Song by Celine Dion

from the album S'il suffisait d'aimer
- Language: French
- Released: 31 August 1998
- Studio: Méga (Paris)
- Genre: Pop
- Length: 4:38
- Label: Columbia
- Songwriter: Jean-Jacques Goldman
- Producers: Jean-Jacques Goldman; Erick Benzi;

Music video
- "Dans un autre monde" on YouTube

= Dans un autre monde =

"Dans un autre monde" (lit. 'In another world') is a song by Canadian singer Celine Dion from her sixteenth studio album, S'il suffisait d'aimer (1998). Written by Jean-Jacques Goldman and produced by Goldman and Erick Benzi, it later appeared in a live performance video released in August 1999 to promote Au cœur du stade.
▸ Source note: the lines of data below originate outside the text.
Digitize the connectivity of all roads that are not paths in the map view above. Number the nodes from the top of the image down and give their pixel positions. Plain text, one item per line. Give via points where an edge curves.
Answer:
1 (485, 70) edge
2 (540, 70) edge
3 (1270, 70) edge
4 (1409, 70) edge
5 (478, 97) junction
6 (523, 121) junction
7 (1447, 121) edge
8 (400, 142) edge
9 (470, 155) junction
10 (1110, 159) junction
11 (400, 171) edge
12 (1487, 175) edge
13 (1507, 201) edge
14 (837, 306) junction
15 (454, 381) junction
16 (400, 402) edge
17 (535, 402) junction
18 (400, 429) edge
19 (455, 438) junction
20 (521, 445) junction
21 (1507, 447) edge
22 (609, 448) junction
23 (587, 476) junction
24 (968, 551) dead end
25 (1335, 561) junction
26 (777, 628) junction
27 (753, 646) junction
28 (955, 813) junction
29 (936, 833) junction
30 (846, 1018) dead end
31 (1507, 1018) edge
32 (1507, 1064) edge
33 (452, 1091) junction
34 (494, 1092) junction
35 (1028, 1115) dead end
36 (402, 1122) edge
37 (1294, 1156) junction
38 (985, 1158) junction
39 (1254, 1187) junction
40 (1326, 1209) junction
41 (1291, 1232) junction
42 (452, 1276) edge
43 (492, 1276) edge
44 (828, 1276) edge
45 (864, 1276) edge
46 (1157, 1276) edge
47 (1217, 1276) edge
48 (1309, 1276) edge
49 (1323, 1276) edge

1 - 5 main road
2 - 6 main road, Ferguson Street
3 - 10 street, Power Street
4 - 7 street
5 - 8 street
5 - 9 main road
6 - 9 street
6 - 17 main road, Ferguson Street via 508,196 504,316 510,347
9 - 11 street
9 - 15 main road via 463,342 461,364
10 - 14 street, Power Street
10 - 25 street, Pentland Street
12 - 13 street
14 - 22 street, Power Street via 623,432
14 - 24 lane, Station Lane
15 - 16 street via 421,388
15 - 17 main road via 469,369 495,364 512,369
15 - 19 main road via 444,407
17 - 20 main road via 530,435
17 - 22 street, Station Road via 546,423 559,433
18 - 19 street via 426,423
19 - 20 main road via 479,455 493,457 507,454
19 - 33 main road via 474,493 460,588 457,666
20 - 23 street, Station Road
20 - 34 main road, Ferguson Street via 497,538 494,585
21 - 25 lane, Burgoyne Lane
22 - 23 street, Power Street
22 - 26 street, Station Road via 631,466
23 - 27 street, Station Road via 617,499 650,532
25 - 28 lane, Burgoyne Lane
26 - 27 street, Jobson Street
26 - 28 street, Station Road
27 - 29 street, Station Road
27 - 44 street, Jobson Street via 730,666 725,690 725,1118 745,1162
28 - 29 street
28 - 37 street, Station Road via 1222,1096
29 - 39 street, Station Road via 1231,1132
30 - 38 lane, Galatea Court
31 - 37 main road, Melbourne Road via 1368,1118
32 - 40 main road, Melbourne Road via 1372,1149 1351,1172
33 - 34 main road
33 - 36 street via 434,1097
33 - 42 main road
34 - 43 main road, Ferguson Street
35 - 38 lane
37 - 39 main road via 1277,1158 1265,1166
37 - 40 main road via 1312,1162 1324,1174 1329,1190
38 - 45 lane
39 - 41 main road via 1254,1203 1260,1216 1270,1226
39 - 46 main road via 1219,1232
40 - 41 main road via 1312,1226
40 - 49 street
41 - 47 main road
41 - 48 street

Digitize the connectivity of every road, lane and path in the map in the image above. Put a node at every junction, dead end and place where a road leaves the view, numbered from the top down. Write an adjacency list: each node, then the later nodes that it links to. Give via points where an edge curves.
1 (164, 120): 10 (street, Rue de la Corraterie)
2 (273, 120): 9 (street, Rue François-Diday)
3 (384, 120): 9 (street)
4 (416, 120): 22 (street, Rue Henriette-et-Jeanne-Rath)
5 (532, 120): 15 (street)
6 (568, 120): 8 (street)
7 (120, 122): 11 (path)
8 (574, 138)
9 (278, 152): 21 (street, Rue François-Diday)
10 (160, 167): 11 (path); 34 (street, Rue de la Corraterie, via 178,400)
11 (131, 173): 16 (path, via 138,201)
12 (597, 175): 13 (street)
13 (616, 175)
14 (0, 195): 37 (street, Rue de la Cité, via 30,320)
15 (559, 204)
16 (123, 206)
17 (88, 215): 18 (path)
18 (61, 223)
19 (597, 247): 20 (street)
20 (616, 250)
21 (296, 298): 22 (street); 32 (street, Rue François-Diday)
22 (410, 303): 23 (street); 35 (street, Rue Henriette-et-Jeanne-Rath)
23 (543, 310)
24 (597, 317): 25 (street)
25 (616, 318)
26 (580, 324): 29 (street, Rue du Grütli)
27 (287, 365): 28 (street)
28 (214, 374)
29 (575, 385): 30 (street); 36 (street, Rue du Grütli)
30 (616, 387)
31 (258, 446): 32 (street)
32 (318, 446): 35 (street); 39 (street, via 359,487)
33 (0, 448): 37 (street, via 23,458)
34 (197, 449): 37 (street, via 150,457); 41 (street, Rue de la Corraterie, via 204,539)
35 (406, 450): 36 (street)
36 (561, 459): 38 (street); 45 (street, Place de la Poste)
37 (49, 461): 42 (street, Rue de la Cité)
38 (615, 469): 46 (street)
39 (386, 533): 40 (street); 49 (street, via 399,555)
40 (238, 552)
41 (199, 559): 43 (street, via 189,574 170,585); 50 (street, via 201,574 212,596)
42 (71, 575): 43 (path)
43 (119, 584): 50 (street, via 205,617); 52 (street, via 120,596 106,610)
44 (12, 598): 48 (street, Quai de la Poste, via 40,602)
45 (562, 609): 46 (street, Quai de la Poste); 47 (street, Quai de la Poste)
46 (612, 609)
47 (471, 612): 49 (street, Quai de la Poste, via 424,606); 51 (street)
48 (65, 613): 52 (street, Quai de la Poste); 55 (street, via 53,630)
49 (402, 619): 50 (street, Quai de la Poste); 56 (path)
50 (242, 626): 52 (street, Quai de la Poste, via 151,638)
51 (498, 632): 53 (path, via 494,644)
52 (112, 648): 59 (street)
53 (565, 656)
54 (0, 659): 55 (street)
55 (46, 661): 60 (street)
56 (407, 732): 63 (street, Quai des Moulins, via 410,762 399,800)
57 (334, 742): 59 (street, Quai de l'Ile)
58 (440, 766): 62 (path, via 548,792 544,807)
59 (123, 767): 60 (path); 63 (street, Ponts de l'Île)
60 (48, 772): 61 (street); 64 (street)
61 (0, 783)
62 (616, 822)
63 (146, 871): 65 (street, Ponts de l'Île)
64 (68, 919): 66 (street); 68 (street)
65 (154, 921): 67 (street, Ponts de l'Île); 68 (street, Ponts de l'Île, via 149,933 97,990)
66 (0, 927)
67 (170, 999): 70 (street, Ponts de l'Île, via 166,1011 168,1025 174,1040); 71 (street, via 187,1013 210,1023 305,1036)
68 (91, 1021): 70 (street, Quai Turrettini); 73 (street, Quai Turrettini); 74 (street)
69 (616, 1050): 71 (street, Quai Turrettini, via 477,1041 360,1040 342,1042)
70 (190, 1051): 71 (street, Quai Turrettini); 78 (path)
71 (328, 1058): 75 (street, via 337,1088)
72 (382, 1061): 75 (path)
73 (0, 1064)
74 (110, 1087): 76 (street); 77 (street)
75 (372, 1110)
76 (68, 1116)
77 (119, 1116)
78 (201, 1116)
== Background and release ==
After D'eux became the best-selling French-language album of all time, Dion reunited with Jean-Jacques Goldman to record a follow-up project. S'il suffisait d'aimer was recorded between September 1997 and July 1998 and produced by Goldman and Erick Benzi. The album includes "Dans un autre monde", one of several songs written by Goldman for the project. In late August 1999, a live video of Dion performing the track was issued to promote Au cœur du stade and the accompanying home video release. Dion performed the song regularly in concerts between 1999 and 2020, and it was later included on her 2005 greatest hits album On ne change pas.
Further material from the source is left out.